Oh but there’s one other thing. Peter wants some  money upfront for airfare and hotel bills, for himself, Gwen, and Professor French. Humphrey says that’s fine.

“I need three tickets and three rooms.”

“OK, you need one, who are the others?”

“I need one for Gwen, she’s my fiancé now.”

“Really? Congratulations.”

“And I need one for Professor Charles French from the University of Michigan. He has argued over thirty cases in the Supreme Court and has been helping me with this one for free. I really need him for the final preparations. And he’s going to sit with me in oral argument and kick me under the table if I do anything wrong.”

“OK. Another ticket from Michigan.”

“So will that be two rooms or three?”

“What?”

“I thought that the two of you, now that you are engaged—”

“Mr. Humphrey, maybe you don’t remember, but I told you in our first conversation that I am a born-again Christian. It will be three rooms, thank you very much.”

“Be that way,” Humphrey said under his breath after he hung up. “Your check just got cut in half.”

Yes, Farris messed up the dialogue—Humphrey has to have said both “OK. Another ticket from Michigan” and “So will that be two rooms or three?” But the point remains—Humphrey suggests that Peter should share a room with Gwen since they’re engaged, and Peter is offended. And yet, this doesn’t make him question taking money from Heart for America, even though when they first talked Humphrey claimed to also be a born-again Christian. I suppose he really needs the money.

Anyway, Humphrey calls Cindy in and tells her to book the hotel rooms and also to contact hotels about setting up the gala. There will be something mailed out to their constituents inviting people to the gala, but only if they paid up—only donors who gave at least $100 would be allowed in the room, with higher tiers for special seating and access. When he tells Cindy to book the rooms and the flights he also tells her that she gets to go too—a fun vacation of sorts. But when she asks who will be sharing a room, based on the discrepancy between the number of tickets and the number of rooms she’s to book, she learns she’s to share with Humphrey.
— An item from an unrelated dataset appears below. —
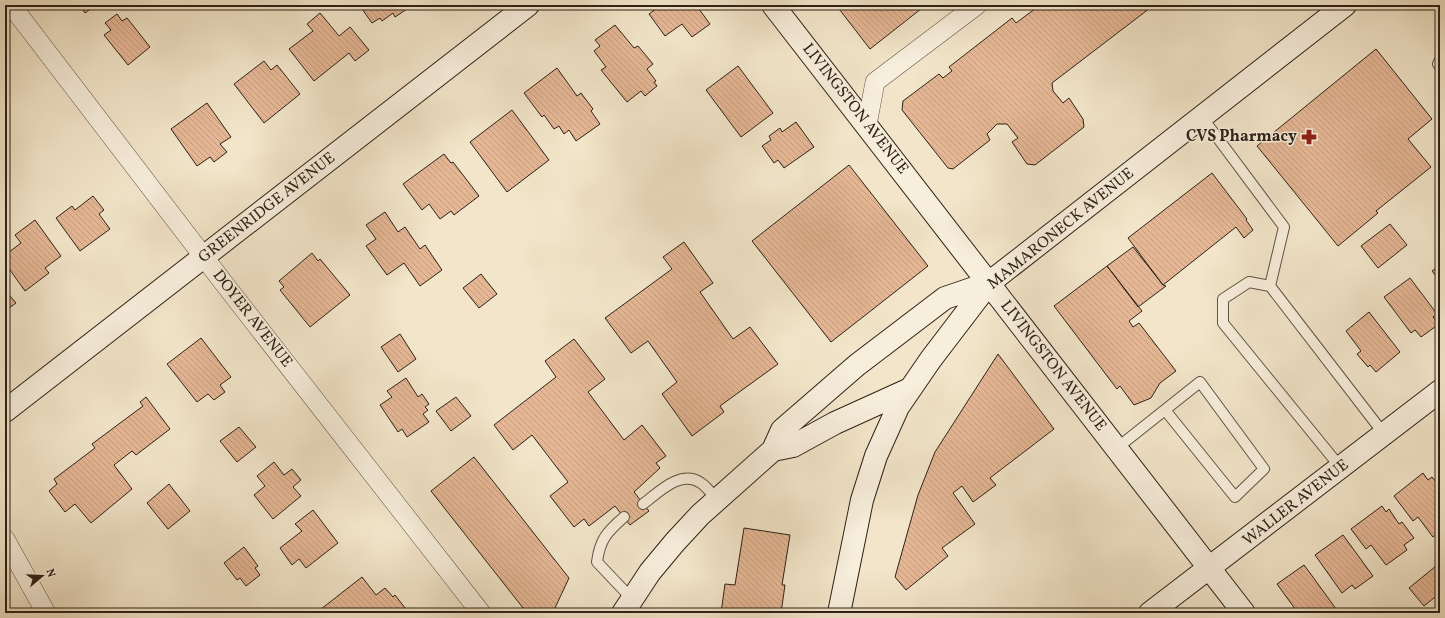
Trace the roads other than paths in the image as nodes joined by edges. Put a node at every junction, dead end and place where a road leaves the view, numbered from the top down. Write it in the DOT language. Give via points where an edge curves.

As the words of protest were forming on her lips, Humphrey interrupted. “And it’s a great way to ensure those large bonuses as well as guarantee your job security, if you get my drift.”

So yeah. That happened.

Next Gwen and Peter finally make it to the travel agency about their honeymoon.

They considered the Caribbean and Cancun, but settled on the more traditional Hawaii.

Wait. I thought Peter was strapped for cash, working charity cases like Gwen’s and having to ask Humphrey to send him the money ASAP so he can have things mailed? And Gwen is too broke to afford a lawyer? I mean in theory, a lawyer married to a nurse should be able to have a honeymoon as described—but isn’t money a bit tight for these two?

There’s a whole conversation with the travel agent that I won’t bother you with, but the long and short of it is that they chose a private, less traveled area of Hawaii, away from tourist traps or city lights.

“It’ll be perfect. Can you give us prices for airline tickets, a jeep rental and two weeks at Turtle Bay?” Peter asked, turning to Gwen for her agreement.

It’s like on those TV shows where the characters are always dropping everything to fly across the country or buy a new expensive something and you have no idea where all this money is conveniently coming from. But then maybe I’m just jealous. Two weeks in Hawaii without children sounds amazing.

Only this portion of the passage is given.